Byliśmy w klubie. Tłum ludzi tańczył do dudniącej muzyki, a dym papierosowy wypełniał moje nozdrza. Wszędzie walały się puste butelki po alkoholu, ludzie całowali się na każdym kroku, a nawet posuwali się nieco dalej. Harry ciągnął mnie po korytarzach, a ja biegłam za nim w swoich kilkunasto centymetrowych szpilkach.

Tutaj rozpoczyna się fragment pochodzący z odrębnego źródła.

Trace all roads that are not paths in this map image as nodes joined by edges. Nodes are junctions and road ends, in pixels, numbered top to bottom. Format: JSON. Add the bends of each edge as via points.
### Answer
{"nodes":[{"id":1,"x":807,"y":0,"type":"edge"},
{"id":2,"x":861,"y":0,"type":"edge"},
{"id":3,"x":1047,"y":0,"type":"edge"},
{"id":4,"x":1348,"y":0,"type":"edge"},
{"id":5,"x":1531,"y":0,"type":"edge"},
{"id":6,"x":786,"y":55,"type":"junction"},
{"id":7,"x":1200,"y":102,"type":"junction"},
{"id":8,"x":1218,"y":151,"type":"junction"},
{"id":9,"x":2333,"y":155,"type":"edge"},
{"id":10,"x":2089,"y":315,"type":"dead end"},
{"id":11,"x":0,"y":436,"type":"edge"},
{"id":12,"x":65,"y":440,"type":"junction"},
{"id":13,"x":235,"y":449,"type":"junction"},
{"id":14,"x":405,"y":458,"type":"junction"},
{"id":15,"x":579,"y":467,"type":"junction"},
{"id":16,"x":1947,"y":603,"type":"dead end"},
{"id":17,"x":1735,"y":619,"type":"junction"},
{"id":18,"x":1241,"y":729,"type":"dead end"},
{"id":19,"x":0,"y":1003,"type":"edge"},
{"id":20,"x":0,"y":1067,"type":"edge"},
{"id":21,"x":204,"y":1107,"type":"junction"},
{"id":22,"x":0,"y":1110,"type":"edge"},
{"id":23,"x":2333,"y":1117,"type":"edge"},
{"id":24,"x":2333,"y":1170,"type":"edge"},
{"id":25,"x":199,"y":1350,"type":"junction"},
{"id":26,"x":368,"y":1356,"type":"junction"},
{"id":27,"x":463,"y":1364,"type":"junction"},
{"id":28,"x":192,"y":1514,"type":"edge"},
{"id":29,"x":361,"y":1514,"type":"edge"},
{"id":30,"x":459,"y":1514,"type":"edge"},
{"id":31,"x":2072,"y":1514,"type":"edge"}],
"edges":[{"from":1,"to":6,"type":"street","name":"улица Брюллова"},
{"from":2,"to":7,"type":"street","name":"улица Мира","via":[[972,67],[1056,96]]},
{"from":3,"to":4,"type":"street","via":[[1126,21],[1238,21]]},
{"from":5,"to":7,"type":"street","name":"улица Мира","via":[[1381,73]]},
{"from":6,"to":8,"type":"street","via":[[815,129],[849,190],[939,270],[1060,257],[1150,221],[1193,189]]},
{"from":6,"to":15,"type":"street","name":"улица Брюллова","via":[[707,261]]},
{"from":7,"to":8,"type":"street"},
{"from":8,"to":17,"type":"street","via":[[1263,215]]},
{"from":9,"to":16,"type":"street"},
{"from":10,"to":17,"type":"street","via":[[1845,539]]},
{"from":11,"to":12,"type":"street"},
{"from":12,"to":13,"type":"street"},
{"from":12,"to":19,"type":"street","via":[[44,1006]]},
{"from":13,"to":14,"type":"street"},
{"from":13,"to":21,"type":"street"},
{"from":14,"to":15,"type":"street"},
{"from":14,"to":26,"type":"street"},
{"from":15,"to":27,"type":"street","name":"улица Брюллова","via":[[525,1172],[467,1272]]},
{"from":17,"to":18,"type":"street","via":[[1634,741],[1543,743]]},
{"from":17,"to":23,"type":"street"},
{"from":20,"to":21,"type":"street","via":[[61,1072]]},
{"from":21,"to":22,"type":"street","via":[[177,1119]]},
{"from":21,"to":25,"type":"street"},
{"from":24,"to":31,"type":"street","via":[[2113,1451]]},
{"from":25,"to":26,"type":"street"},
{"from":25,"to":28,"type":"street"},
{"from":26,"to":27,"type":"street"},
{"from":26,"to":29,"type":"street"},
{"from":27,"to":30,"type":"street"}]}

- Nadążasz? – spytał odwracając się do mnie.
Pokiwałam głową. Zbiegliśmy jeszcze ze schodów mijając po drodze parę obściskujących się gejów. Gdy wreszcie wyszliśmy na dwór oboje ciężko dyszeliśmy.
- Po co ten pośpiech? – zagadnęłam opierając się o ceglaną ścianę.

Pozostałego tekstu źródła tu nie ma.